Barric, too, found his way to Blind Alley, though his reasoning was different. He'd been systematically searching areas known for being outside the Watch's usual patrol routes, places where illicit dealings or hidden truths might surface. An old comrade, now disgraced and working as a bouncer for a gambling den, had mentioned Blind Alley as a place "where you can find anything if you know who to ask, and where no one asks your name."

He wasn't looking for herbs. He was looking for information, for anyone who might have heard of a group fitting the notice's description, anyone displaying a 'Bleeding Eye'.

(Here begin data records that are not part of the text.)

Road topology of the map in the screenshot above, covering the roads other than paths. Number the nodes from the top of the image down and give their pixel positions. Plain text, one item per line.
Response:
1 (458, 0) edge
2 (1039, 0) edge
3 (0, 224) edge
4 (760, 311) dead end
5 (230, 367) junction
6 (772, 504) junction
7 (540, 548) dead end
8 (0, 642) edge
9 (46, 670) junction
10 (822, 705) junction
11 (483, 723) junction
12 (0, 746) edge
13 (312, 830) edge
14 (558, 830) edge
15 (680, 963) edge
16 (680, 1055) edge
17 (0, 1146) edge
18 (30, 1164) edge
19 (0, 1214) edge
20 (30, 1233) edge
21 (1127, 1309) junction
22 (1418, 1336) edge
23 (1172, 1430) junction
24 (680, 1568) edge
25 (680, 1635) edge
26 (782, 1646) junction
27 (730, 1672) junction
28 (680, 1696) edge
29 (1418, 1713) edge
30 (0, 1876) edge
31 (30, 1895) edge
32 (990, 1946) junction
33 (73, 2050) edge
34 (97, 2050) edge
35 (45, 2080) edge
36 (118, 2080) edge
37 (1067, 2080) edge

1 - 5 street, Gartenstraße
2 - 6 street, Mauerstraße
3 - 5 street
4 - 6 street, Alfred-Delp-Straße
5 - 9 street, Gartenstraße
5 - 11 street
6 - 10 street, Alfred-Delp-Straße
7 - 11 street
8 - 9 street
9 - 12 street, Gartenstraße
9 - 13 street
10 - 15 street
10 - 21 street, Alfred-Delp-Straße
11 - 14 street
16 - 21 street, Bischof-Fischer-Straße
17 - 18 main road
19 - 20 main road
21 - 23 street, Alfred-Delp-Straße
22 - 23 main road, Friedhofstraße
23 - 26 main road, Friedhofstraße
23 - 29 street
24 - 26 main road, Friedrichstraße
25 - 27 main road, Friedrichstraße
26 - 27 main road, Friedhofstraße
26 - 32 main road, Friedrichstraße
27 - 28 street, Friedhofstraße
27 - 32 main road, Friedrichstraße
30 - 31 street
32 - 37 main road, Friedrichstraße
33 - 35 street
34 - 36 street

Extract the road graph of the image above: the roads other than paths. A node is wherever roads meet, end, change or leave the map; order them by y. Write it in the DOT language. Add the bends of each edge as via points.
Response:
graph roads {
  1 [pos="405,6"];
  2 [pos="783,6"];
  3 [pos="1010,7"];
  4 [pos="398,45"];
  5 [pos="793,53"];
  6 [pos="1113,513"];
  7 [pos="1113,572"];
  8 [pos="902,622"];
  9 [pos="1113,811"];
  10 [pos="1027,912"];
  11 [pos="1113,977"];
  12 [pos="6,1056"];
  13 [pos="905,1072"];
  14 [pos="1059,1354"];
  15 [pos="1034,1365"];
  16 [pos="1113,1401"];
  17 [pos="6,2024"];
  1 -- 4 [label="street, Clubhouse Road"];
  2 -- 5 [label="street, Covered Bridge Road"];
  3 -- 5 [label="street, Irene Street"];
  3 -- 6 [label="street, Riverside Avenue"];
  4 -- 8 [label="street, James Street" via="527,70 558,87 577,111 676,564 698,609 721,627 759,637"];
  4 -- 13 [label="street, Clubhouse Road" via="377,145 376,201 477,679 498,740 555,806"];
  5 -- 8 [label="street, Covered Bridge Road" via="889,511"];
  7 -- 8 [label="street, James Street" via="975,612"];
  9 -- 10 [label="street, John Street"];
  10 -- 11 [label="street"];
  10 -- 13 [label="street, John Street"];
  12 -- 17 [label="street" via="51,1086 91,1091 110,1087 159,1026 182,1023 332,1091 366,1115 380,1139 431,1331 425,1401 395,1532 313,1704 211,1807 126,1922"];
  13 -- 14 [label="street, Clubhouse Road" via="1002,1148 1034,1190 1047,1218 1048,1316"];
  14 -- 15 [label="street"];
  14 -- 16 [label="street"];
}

He saw the old herb vendor, Old Agnes, and the general squalor. He also noticed, with a soldier's eye for detail, several identically bundled packets of thyme, tied with a thin red thread. Red. Crimson. It was a tenuous link, but after days of fruitless searching, any potential sign was welcome.

Could this be it? A recognition signal? A way for members of this 'Crimson Path' to identify each other, or a place to receive instructions? He watched a thin, nervous fellow in a dark cloak making a purchase earlier, his movements shifty. Could he be a member?

Barric felt a stirring of something akin to hope. This felt less abstract than staring at Imperial crests. This was tangible. He decided he would return, observe this stall more closely. Perhaps try to purchase one of those red-threaded bundles himself and see what happened. It was a risk, but the promise of purpose, of a path with conviction, urged him forward.

***

Argent, meanwhile, had dismissed Blind Alley early in his theoretical model. Too obvious. Too… squalid for what he increasingly suspected was a psychologically sophisticated (if ultimately fraudulent) operation. He was currently observing a meeting of the 'Philosophical Discussion Society of Free Veridia' – a group of bored, minor nobles and self-proclaimed intellectuals who gathered weekly to debate esoteric nonsense. Their pamphlets sometimes used eye motifs, and their discussions often revolved around 'hidden truths' and 'paths to enlightenment.'

He watched them pontificate, his notebook filling with observations on their group dynamics, rhetorical fallacies, and shared delusions. Perhaps, he mused, the 'Crimson Path' is merely an offshoot of this drivel, a more… viscerally branded version of the same search for meaning in a meaningless universe.

He made a note: "Further analysis of linguistic patterns in philosophical society discourse versus 'Crimson Path' notice required." It was all very logical. And so far, utterly unproductive in finding anything genuinely shadowy or crimson.